▶ _TASK PROMPT_: Determine how many lines below contain the word "Trelawney", then write that number by itself.

Dataset entries
'''

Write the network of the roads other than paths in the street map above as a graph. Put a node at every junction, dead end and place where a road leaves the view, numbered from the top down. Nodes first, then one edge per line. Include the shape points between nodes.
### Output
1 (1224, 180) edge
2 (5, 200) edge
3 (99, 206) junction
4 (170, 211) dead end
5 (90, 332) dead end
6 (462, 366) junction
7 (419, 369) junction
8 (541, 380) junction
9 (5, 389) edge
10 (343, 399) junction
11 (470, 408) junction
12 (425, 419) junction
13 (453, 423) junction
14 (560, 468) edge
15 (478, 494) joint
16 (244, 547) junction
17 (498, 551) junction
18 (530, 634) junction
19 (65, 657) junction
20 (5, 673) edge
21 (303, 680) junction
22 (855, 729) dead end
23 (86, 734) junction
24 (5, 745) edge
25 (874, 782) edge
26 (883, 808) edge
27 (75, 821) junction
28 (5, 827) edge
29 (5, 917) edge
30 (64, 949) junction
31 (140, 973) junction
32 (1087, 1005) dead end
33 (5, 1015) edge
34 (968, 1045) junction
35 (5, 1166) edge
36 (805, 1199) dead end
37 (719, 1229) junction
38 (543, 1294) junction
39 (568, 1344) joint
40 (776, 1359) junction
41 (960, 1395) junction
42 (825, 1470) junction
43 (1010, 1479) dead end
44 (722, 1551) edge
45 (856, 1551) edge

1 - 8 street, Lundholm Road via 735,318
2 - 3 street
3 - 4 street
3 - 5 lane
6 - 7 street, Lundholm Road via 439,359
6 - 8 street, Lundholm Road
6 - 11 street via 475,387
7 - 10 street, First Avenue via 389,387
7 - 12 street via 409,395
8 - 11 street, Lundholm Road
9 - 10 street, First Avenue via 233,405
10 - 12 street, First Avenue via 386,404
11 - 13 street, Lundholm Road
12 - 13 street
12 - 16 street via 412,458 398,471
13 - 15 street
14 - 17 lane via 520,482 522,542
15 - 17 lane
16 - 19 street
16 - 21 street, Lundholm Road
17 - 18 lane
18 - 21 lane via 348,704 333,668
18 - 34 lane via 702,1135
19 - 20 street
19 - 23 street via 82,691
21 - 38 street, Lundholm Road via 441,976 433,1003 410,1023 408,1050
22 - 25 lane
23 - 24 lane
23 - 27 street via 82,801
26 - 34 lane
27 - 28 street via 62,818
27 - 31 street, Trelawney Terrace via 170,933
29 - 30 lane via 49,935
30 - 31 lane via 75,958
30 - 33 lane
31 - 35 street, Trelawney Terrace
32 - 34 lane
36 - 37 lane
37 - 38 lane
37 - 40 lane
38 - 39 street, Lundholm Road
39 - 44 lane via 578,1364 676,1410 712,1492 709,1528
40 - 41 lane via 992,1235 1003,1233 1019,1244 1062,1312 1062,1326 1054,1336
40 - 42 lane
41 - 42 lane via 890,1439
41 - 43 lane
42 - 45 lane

'''

▶ _RESPONSE BOX_: 2